TPD52基因的拷贝数在乳腺癌中会扩增，其高表达与乳腺癌的不良预后有关。但TPD52的扩增是否有助于肿瘤发生尚不清楚。我们前期研究证实TPD52在多种乳腺癌细胞系及临床肿瘤样本中高表达，并且其表达可以被NFκB信号转导通路调控；进一步研究发现TPD52能负调控AMPK激酶的活性。LKB1-AMPK途径已被发现在抑制肿瘤细胞生长和能量代谢中起重要作用。迄今为止，TPD52是第一个与AMPK复合物直接相互作用的调控蛋白。基于以上研究结果，我们设定本研究目标为：1）用乳腺癌细胞作为研究模型来探索TPD52在AMPK通路中的调控功能及其分子机制；2）以临床样本及转基因小鼠模型分析探讨其在肿瘤发生和治疗中的作用。本课题的开展将为TPD52在乳腺癌中高表达和AMPK信号通路调控提供新的重要见解，弥补我们对于在多种肿瘤中扩增并过表达基因的认知不足，并针对TPD52高表达肿瘤的治疗提供思路。
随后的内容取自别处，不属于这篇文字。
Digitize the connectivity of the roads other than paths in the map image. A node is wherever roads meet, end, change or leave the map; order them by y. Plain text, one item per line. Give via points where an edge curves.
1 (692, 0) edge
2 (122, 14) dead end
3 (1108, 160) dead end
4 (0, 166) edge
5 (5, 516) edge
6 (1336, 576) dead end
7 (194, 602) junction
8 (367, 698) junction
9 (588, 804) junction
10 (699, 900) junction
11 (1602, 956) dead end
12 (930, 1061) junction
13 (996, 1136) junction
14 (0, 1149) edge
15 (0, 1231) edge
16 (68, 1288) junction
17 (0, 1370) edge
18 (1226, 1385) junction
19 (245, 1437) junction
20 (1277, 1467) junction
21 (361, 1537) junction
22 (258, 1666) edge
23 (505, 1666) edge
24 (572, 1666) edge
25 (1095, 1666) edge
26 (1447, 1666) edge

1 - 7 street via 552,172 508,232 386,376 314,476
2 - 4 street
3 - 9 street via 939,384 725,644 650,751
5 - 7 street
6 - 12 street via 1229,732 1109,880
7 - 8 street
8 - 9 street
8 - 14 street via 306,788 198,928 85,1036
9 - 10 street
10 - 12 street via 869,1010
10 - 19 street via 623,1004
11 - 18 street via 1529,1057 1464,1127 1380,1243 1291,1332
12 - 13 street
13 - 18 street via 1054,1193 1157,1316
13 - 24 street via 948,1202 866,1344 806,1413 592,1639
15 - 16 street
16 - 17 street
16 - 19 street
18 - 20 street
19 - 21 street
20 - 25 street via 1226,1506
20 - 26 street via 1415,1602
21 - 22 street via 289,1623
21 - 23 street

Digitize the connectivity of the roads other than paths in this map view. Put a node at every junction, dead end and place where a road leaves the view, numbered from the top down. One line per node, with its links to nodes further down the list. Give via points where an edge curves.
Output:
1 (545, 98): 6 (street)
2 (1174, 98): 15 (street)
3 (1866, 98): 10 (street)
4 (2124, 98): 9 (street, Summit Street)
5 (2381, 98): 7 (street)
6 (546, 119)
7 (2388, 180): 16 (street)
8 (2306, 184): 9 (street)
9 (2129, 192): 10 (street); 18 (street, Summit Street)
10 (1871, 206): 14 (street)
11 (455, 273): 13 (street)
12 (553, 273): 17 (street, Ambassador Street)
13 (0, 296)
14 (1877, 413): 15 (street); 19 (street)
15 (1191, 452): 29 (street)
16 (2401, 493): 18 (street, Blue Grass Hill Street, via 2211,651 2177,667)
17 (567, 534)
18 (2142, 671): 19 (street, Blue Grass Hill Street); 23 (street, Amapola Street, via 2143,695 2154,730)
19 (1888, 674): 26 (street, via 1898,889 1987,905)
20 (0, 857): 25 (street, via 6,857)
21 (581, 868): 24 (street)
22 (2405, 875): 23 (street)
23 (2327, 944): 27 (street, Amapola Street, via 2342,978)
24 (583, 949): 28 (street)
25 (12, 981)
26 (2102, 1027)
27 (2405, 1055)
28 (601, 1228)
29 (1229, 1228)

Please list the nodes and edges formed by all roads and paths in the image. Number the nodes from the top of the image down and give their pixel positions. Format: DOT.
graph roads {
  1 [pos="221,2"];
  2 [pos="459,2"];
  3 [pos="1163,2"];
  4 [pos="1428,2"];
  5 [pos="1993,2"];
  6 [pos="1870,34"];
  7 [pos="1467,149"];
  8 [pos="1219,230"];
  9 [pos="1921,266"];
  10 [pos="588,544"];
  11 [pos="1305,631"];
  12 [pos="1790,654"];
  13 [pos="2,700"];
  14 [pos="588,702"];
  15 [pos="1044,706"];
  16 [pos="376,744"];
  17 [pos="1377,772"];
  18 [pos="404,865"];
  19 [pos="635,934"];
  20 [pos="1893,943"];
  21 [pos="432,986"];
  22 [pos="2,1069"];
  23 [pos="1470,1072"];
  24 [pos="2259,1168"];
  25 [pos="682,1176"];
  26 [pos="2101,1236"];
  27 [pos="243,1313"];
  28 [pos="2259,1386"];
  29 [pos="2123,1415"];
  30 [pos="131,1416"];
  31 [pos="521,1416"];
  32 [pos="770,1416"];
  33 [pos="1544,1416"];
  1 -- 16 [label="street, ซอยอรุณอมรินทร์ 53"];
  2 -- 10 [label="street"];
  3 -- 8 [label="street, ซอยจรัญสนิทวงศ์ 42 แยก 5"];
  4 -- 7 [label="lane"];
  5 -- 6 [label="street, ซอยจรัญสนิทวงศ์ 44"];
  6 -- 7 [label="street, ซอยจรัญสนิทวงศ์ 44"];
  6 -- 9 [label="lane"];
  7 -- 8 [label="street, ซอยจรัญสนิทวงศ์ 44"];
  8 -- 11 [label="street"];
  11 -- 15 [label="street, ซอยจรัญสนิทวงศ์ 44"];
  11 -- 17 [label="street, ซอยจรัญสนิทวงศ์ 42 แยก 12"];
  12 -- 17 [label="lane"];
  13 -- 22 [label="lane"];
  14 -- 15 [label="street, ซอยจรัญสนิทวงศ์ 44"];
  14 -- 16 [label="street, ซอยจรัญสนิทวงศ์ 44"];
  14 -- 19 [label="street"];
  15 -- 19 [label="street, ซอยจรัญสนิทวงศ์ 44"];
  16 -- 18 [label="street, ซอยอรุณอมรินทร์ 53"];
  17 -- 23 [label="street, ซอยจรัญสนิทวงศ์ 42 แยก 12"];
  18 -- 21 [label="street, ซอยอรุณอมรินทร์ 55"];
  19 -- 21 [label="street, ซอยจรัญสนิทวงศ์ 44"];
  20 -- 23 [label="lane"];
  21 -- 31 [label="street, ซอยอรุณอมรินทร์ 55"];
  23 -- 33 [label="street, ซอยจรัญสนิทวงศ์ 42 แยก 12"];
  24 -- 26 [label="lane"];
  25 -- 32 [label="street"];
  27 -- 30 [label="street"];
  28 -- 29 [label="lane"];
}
AMP激活蛋白激酶（AMPK）在细胞能量代谢中是中枢调控蛋白，AMPK通路失调是代谢性疾病及肿瘤发生的重要原因。在能量压力条件下，AMPK被激活进而抑制合成代谢促进分解代谢。本项目中，我们着重研究了AMPK通路的一个新的调控因子。我们发现肿瘤蛋白D52（tumor protein D52，TPD52）与AMPKα亚基间存在相互作用。TPD52在多种肿瘤中过表达，在肿瘤细胞中与AMPKα形成稳定的复合体，其N端61个氨基酸对于两者结合起关键作用；在代谢压力条件下，TPD52与AMPK的相互作用减弱；通过调节LKB1-AMPK间的相互作用以及通过直接抑制AMPK对其底物的磷酸化，TPD52在AMPK激活过程中起较关键的负调控作用。通过构建TPD52转基因小鼠，我们发现过表达TPD52导致多组织内的AMPK活性抑制，使小鼠出现多种代谢缺陷表型。通过此研究，我们对于AMPK活性调控机制给出了新的见解，对于TPD52肿瘤蛋白的作用机制有了更深一步的了解，即TPD52通过调控AMPK激酶活性影响肿瘤细胞的糖酵解、脂类合成等生理过程。因TPD52在多种肿瘤中均有过表达，本项目对于TPD52过表达的肿瘤的诊断、治疗也有一定的意义，如在此类肿瘤中人为激活AMPK通路从而达到调节代谢异常的效果。.本项目还证实去泛素化酶USP10能与AMPKα亚基相互作用。USP10去泛素化酶可以特异去除AMPKα的K63链式泛素化，促进LKB1对于AMPKα的磷酸化。在能量压力下，在AMPK激活的过程中，AMPK可以磷酸化修饰USP10的Ser76位点，从而促进USP10的去泛素化酶活性，USP10-AMPK的相互调控形成一个能量压力下有利于AMPK激活的有效正反馈循环。在USP10肝脏特异性敲除小鼠模型中，敲除USP10导致AMPK通路活性异常，从而导致血脂、血糖升高等多重代谢缺陷。